117 N.H. at 406 (Kenison, J., and Lampron, J., dissenting).


For nearly a quarter of a century after the New Hampshire Supreme Court's divided decision, the subject of judicial selection in New Hampshire lay dormant. In June of 2000, Governor Shaheen broke the judicial selection logjam by issuing an Executive Order and thereby avoiding constitutional difficulty. The Order created a commission comprised of eleven members, including seven lawyers and four public members, each of whom serves a three-year term, renewable for one term.23  By selecting a three-year term rather than a two-year stint coterminus with the Governor's own term of office, the Governor attempted to imbue in the Commission a sense of permanency and continuity.

The Governor's initial appointments to the Judicial Selection Commission reflected her desire to assemble a group of lawyers and laypeople who represent a cross-section of the Bar and of the State of New Hampshire. She succeeded in appointing a group of people from all corners of the state who bring to the table a variety of backgrounds, training and experience. The Commission comprises approximately equal numbers of lawyers and laypeople, males and females, Democrats, Republicans, and Independents.

The seven attorneys24  on the Commission include a sole practitioner as well as attorneys from medium-sized and large firms, with experience in the private and public sectors. They have collective experience in criminal prosecution, criminal defense, plaintiffs' litigation, insurance defense, bankruptcy and healthcare law, marital cases, and corporate law. They have tried cases in all courts of the State. They include two former Presidents and a current member of the Board of Governors of the New Hampshire Bar Association, a former legislator and a former Executive Councilor.

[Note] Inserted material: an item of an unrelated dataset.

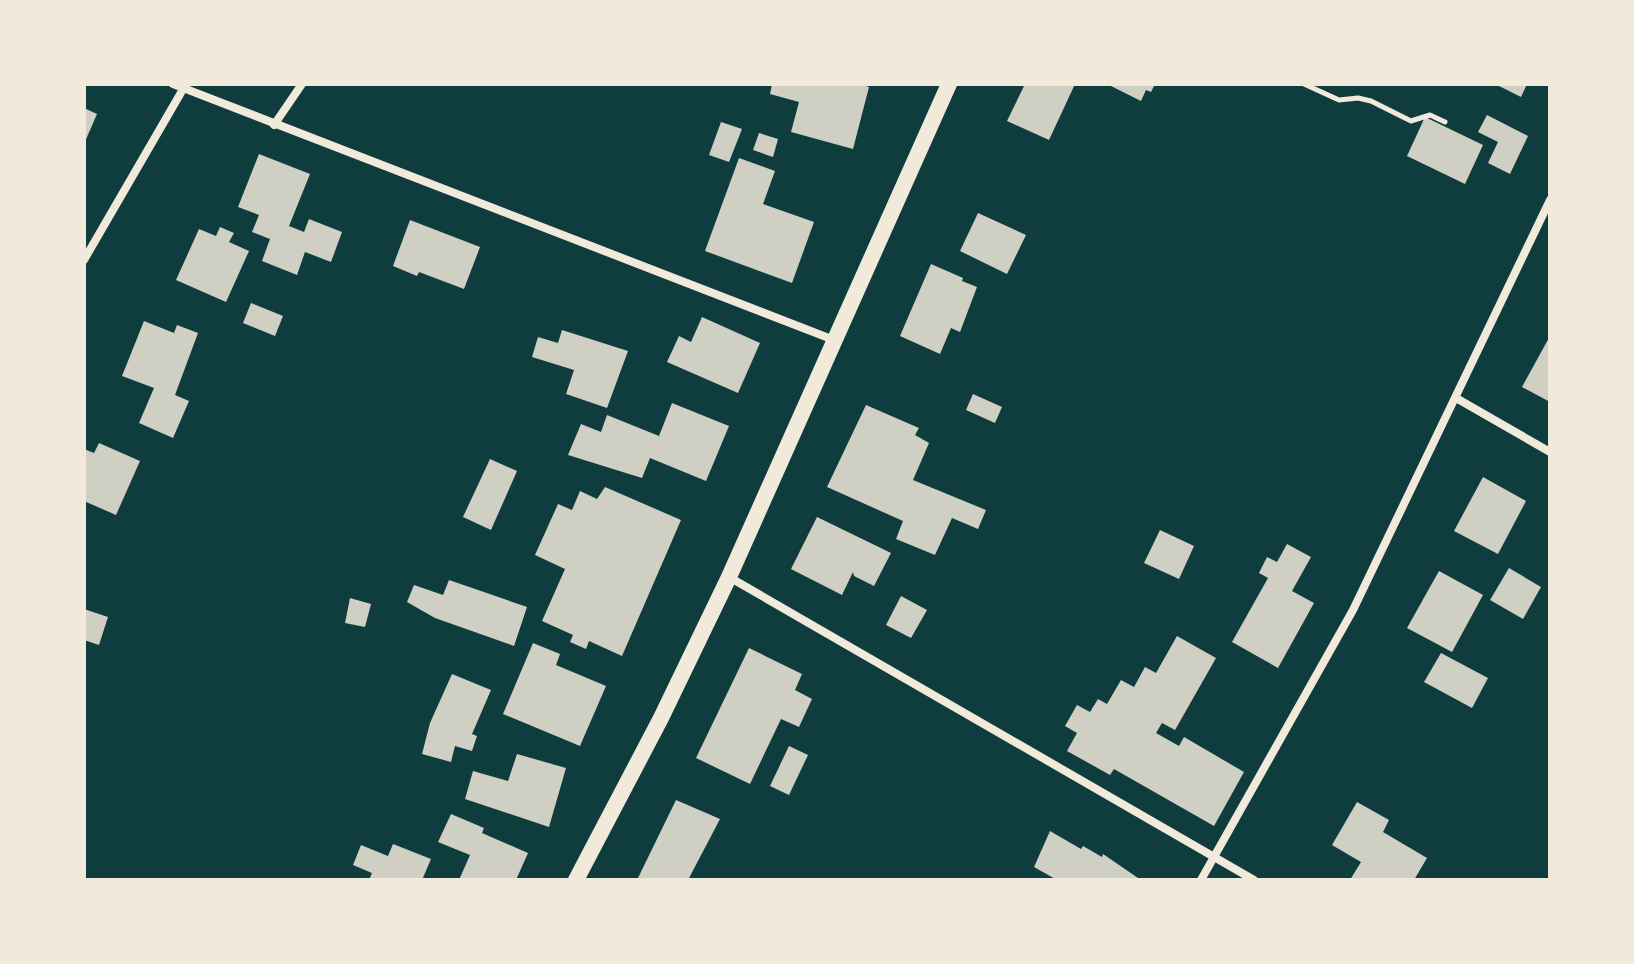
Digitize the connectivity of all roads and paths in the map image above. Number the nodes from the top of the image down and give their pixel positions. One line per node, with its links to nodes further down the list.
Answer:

The four public members25 on the Commission include a police chief, a victim's advocate, a business person in the construction industry, and an advocate in the juvenile justice system. The Governor's decision to include four members of the public on her Judicial Selection Commission underscores the importance of the public role played by our third branch of government, the judiciary. Moreover, the Governor recognized that laypeople are at least as capable as lawyers in evaluating those subjective qualities-such as integrity, fairness, and common sense-which are valued most in our judges.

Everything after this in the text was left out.